Restate the whole listing exactly, leaving nothing out.

····················

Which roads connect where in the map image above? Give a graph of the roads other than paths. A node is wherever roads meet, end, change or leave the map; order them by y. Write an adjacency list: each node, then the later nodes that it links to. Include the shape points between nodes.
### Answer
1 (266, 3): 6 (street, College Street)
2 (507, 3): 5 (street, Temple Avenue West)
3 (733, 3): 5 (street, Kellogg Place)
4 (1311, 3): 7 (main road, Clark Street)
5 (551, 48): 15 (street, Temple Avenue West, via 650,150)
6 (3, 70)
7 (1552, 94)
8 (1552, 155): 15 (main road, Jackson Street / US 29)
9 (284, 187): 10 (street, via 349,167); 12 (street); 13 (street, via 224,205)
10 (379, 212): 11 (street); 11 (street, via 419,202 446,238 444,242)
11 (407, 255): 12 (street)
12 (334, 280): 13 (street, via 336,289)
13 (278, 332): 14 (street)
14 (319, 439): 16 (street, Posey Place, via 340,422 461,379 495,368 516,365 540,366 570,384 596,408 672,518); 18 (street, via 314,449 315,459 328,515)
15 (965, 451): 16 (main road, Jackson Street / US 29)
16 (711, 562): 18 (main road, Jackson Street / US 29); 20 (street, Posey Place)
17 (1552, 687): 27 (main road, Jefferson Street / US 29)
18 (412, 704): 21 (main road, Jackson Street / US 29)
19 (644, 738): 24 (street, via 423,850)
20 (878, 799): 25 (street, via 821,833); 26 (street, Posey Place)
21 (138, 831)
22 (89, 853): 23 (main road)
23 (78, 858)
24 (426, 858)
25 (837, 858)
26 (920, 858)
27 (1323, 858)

····················

> Task solution
Which roads connect where in the map image above? Give a graph of the roads other than paths. A node is wherever roads meet, end, change or leave the map; order them by y. Write an adjacency list: each node, then the later nodes that it links to. Include the shape points between nodes.
### Answer
1 (266, 3): 6 (street, College Street)
2 (507, 3): 5 (street, Temple Avenue West)
3 (733, 3): 5 (street, Kellogg Place)
4 (1311, 3): 7 (main road, Clark Street)
5 (551, 48): 15 (street, Temple Avenue West, via 650,150)
6 (3, 70)
7 (1552, 94)
8 (1552, 155): 15 (main road, Jackson Street / US 29)
9 (284, 187): 10 (street, via 349,167); 12 (street); 13 (street, via 224,205)
10 (379, 212): 11 (street); 11 (street, via 419,202 446,238 444,242)
11 (407, 255): 12 (street)
12 (334, 280): 13 (street, via 336,289)
13 (278, 332): 14 (street)
14 (319, 439): 16 (street, Posey Place, via 340,422 461,379 495,368 516,365 540,366 570,384 596,408 672,518); 18 (street, via 314,449 315,459 328,515)
15 (965, 451): 16 (main road, Jackson Street / US 29)
16 (711, 562): 18 (main road, Jackson Street / US 29); 20 (street, Posey Place)
17 (1552, 687): 27 (main road, Jefferson Street / US 29)
18 (412, 704): 21 (main road, Jackson Street / US 29)
19 (644, 738): 24 (street, via 423,850)
20 (878, 799): 25 (street, via 821,833); 26 (street, Posey Place)
21 (138, 831)
22 (89, 853): 23 (main road)
23 (78, 858)
24 (426, 858)
25 (837, 858)
26 (920, 858)
27 (1323, 858)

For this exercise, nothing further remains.